La Coalition belge contre les armes nucléaires appelle les responsables politiques à inscrire le désarmement nucléaire en tête de leurs priorités. La Coalition soutient l’appel des scientifiques à faire reculer les aiguilles de l’horloge de l’apocalypse, notamment en relançant le dialogue sur le désarmement nucléaire et en concluant de nouveaux accords. Cela revêt également une importance vitale pour les citoyen·nes européen·nes.

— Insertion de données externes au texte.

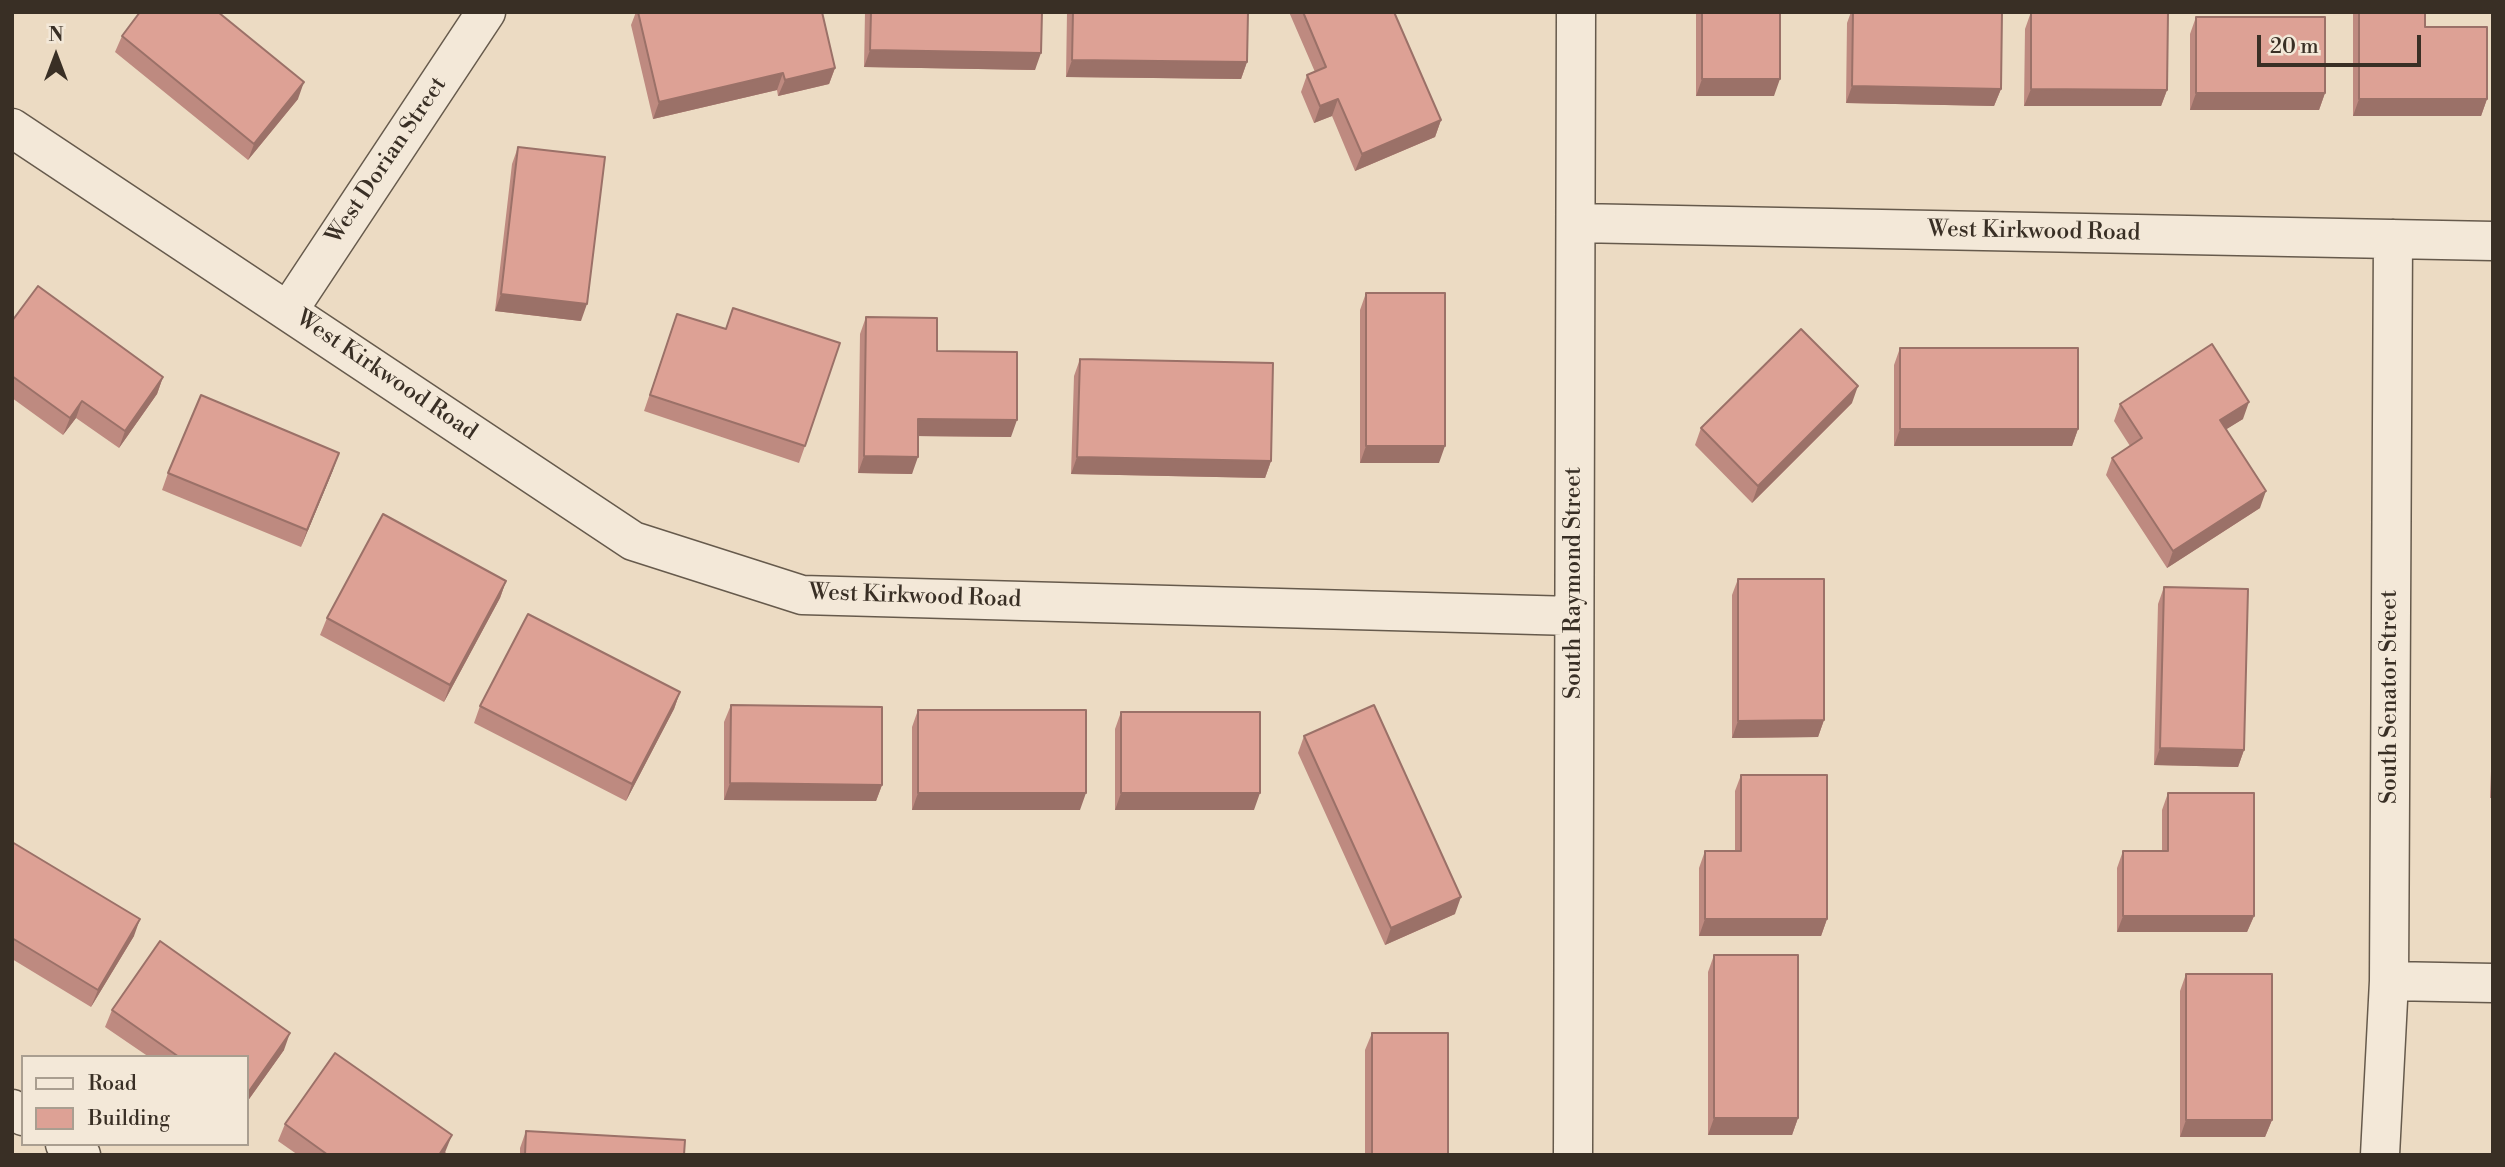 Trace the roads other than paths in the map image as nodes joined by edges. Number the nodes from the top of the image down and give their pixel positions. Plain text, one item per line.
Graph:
1 (486, 12) edge
2 (1576, 12) edge
3 (12, 128) edge
4 (1576, 223) junction
5 (2393, 239) junction
6 (2493, 242) edge
7 (288, 311) junction
8 (1573, 616) junction
9 (2389, 981) junction
10 (2493, 983) edge
11 (1573, 1155) edge
12 (2380, 1155) edge

1 - 7 street, West Dorian Street
2 - 4 street, South Raymond Street
3 - 7 street, West Kirkwood Road
4 - 5 street, West Kirkwood Road
4 - 8 street, South Raymond Street
5 - 6 street, West Kirkwood Road
5 - 9 street, South Senator Street
7 - 8 street, West Kirkwood Road
8 - 11 street, South Raymond Street
9 - 10 street
9 - 12 street, South Senator Street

Sept pays européens abritent en effet des armes nucléaires étrangères. Une centaine de bombes nucléaires B61 états-uniennes sont actuellement déployées dans six pays membres de l’OTAN (Belgique, Allemagne, Italie, Pays-Bas, Royaume-Uni et Turquie) dans le cadre du partage des tâches nucléaires de l’OTAN. Ces bombes sont conçues pour être utilisées en Europe. Elles transforment les pays hôtes en rampes de lancement et en cibles. La Russie a également déployé des dizaines d’armes nucléaires tactiques en Biélorussie, notamment des missiles dont la portée permet d’atteindre les capitales européennes en quelques minutes. En d’autres termes, deux puissances nucléaires étrangères dirigées par des dirigeants autoritaires ont déployé leurs armes nucléaires sur le territoire européen, et utilisent le continent comme un échiquier nucléaire.
Dans une note politique (voir ci-après), la Coalition formule une série de recommandations à l’intention de notre ministre des Affaires étrangères ainsi qu’aux membres de la commission parlementaire concernée. Bien que la Belgique n’ait pas de pouvoir de négociation direct sur le New START, elle peut exercer une influence politique pour encourager les efforts de désarmement au sein de l’UE, de l’OTAN et de l’ONU, d’autant plus que des armes nucléaires états-uniennes sont déployées sur son territoire (à la base militaire de Kleine Brogel, dans la Limbourg). Notre pays doit veiller à ce que les accords existants sur la limitation des armes nucléaires stratégiques soient maintenus, respectés et renforcés. De nouveaux accords sont également nécessaires pour d’autres systèmes d’armes, tels que les missiles à courte et moyenne portée, et pour l’élimination de toutes les armes nucléaires étrangères dans les pays européens.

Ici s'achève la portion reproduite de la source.